Task item »
From the entries provided below, copy each line that contains the word "Олександра".

Listed entries »
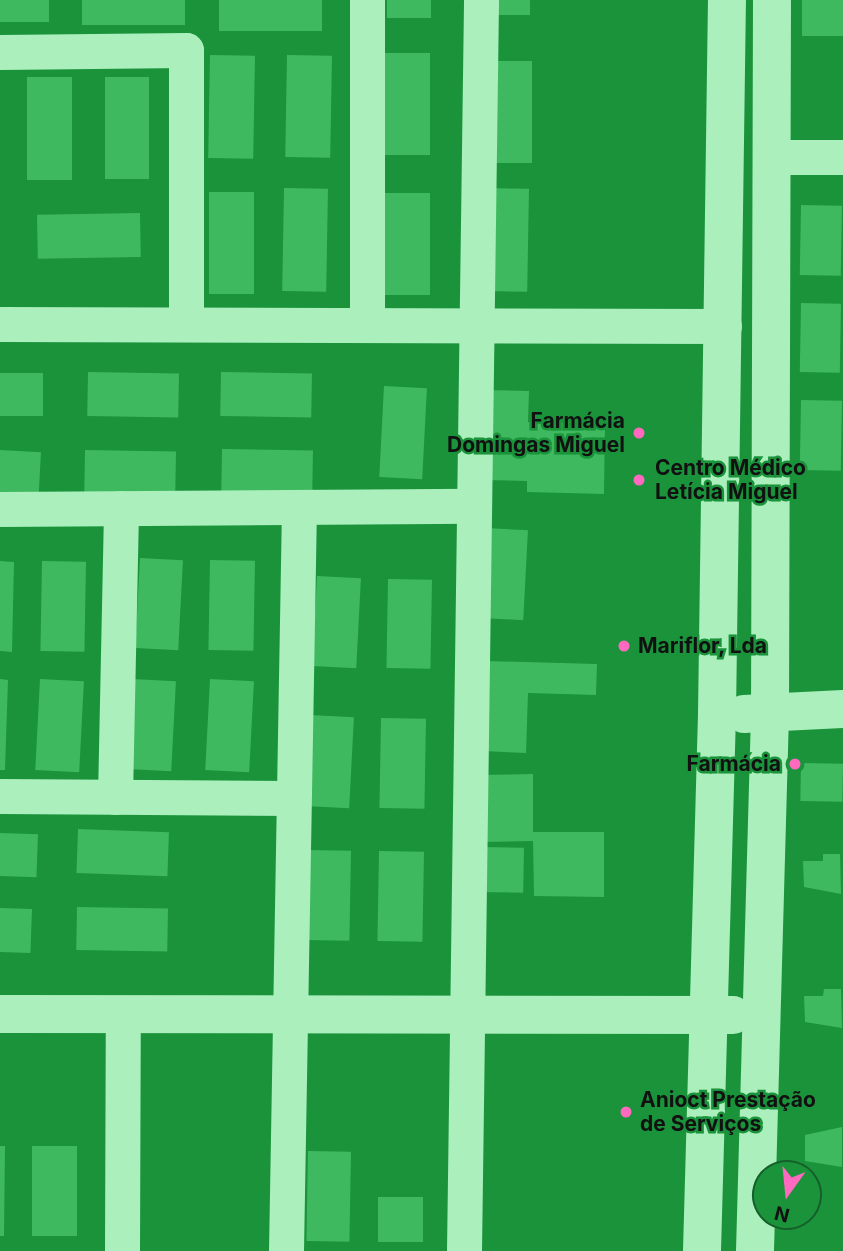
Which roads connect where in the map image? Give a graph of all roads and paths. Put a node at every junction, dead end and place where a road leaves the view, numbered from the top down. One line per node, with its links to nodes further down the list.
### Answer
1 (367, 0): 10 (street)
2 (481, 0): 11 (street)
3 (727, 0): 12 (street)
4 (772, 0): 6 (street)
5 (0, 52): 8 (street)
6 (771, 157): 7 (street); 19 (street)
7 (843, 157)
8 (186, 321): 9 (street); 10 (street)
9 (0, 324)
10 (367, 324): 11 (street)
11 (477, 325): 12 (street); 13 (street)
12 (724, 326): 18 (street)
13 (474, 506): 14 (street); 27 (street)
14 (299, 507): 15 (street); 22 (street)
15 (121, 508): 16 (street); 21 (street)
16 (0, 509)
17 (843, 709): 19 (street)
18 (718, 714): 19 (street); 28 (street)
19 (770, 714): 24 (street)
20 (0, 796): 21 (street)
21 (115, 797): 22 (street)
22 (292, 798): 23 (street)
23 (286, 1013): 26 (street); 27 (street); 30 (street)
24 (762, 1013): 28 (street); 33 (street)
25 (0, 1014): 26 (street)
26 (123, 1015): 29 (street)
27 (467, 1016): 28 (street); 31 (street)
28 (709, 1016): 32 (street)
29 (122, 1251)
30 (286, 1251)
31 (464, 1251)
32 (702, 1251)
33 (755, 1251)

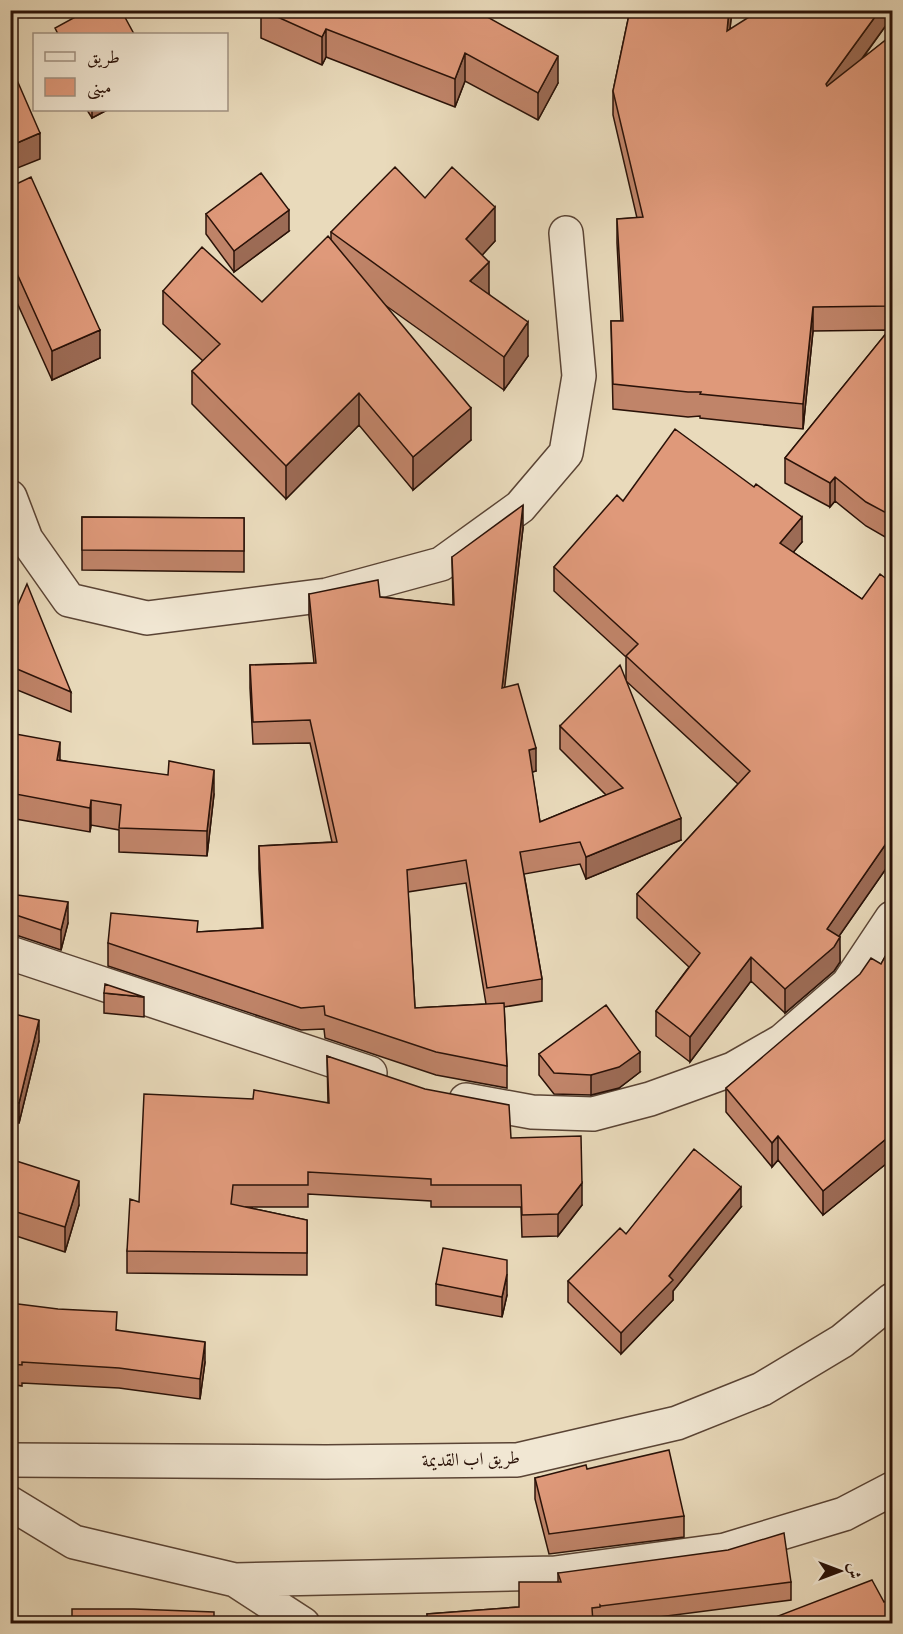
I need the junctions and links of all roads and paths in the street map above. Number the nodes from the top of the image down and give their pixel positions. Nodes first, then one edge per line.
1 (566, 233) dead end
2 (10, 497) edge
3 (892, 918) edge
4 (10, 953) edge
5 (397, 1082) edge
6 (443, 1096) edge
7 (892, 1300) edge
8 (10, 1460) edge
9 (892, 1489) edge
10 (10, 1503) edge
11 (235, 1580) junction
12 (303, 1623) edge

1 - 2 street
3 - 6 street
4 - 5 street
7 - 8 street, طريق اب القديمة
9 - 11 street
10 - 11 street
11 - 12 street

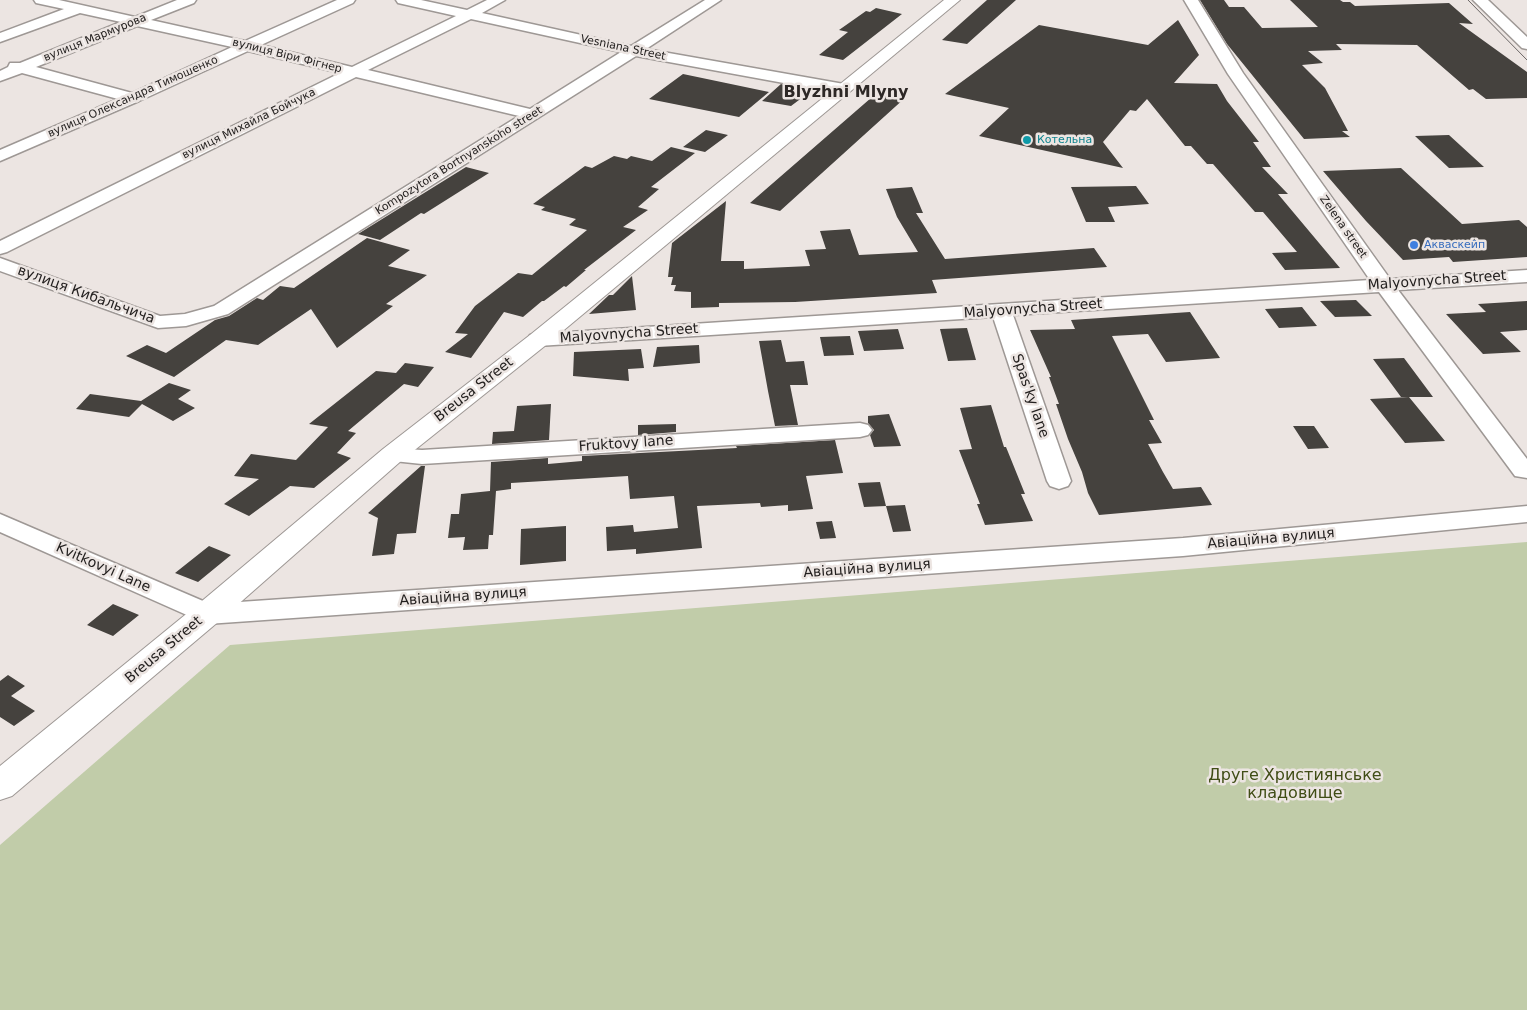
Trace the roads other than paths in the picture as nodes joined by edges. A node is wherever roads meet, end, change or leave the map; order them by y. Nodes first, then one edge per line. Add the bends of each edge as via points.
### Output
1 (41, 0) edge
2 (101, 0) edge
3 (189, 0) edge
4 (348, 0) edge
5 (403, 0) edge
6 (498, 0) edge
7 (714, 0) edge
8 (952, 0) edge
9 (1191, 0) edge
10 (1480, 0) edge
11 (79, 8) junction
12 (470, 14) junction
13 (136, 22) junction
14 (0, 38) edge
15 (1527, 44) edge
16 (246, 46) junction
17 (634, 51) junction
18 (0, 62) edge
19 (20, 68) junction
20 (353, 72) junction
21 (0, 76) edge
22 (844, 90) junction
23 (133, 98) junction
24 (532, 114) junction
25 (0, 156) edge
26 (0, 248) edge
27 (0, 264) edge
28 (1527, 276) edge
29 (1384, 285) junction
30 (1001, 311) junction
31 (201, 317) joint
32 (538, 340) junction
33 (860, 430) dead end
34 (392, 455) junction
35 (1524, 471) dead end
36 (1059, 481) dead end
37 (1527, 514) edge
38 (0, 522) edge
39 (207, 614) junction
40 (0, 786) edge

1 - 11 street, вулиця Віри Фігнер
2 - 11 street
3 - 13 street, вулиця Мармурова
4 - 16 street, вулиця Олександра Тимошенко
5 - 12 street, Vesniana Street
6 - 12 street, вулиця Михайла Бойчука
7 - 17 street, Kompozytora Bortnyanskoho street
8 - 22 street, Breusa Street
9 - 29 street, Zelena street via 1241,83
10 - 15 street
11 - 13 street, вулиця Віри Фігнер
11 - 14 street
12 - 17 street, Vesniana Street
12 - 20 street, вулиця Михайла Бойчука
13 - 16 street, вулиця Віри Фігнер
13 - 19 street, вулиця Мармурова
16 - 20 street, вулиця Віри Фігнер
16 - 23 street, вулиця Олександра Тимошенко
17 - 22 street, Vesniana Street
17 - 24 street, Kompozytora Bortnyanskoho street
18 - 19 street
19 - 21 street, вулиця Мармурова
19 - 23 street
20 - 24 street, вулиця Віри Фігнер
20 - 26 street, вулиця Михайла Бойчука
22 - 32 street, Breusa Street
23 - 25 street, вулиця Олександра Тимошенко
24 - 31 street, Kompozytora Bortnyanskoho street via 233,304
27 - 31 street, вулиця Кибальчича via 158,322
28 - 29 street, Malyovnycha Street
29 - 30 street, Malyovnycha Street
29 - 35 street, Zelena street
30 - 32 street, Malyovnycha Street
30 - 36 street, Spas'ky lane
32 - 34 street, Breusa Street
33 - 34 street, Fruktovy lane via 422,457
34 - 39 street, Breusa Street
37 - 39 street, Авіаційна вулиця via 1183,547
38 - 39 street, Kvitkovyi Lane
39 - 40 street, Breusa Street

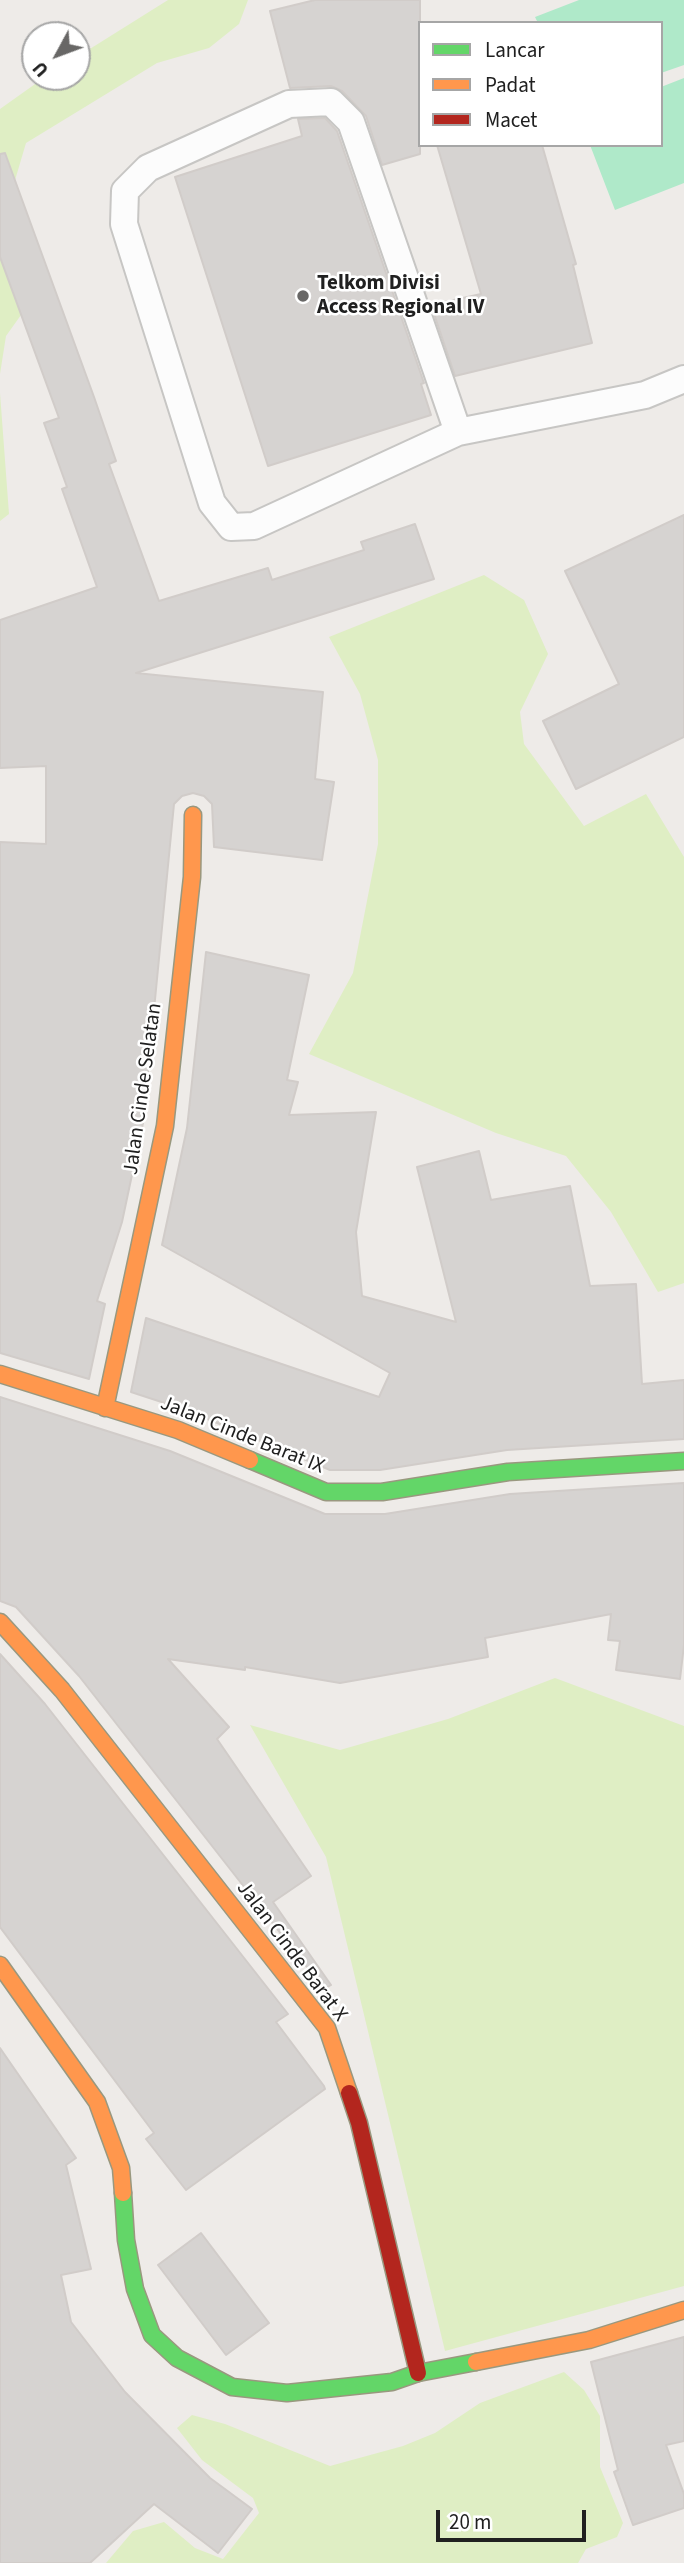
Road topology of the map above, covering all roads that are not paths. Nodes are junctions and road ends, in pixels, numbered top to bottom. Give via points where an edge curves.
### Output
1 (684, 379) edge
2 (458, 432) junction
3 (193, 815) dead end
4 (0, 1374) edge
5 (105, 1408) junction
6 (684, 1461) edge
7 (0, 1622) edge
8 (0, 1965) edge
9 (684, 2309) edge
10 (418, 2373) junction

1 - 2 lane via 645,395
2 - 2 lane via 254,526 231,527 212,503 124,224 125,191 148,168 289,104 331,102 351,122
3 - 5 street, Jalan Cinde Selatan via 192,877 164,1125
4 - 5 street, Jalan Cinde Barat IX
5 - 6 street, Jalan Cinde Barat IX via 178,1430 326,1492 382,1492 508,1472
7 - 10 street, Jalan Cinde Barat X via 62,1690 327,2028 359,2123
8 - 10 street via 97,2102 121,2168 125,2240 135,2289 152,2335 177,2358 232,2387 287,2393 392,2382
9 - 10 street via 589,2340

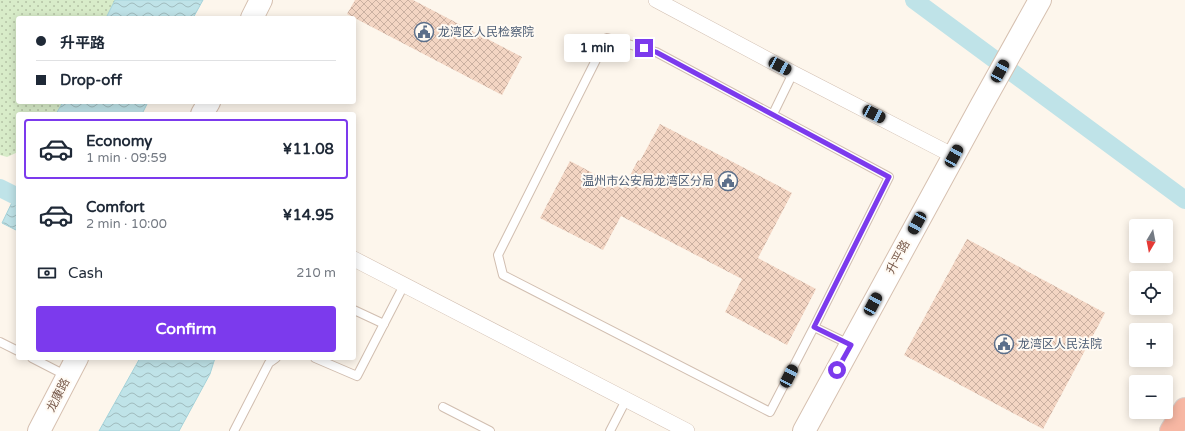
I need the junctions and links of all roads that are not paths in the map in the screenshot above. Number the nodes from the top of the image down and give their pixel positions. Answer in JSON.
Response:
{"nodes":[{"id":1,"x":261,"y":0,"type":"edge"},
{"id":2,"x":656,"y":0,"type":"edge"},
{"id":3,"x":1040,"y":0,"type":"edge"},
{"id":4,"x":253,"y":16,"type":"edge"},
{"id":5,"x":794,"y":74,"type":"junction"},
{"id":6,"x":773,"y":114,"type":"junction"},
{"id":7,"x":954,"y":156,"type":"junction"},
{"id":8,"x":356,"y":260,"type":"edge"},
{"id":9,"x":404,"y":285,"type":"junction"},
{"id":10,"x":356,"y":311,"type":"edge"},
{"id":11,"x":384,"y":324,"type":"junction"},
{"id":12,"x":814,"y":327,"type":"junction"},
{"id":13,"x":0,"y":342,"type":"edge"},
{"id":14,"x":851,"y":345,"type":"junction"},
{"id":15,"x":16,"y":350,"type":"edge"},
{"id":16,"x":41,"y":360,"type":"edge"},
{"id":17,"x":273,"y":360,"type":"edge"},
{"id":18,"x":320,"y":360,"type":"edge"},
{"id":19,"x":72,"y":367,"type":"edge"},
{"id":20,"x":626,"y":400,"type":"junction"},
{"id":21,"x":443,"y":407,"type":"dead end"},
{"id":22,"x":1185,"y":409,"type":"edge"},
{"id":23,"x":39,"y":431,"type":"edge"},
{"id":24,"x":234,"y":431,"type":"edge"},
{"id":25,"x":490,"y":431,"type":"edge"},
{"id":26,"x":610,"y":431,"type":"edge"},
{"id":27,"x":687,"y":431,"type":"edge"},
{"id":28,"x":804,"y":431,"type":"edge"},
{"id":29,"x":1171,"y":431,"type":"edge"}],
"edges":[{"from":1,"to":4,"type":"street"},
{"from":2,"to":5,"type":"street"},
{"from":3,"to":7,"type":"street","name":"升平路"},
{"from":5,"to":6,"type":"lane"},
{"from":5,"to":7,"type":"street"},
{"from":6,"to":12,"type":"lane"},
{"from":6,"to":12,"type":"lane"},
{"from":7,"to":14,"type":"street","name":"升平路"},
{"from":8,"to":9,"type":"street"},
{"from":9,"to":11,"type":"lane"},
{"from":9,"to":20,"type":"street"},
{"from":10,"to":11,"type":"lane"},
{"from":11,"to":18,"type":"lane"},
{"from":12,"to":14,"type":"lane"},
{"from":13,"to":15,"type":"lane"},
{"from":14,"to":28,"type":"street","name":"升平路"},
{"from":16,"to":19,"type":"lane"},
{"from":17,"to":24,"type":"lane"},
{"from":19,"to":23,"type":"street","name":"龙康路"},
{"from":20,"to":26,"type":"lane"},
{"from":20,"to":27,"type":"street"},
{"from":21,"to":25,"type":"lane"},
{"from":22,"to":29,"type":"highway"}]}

Answer to this task »
4 - 16 street, вулиця Олександра Тимошенко
16 - 23 street, вулиця Олександра Тимошенко
23 - 25 street, вулиця Олександра Тимошенко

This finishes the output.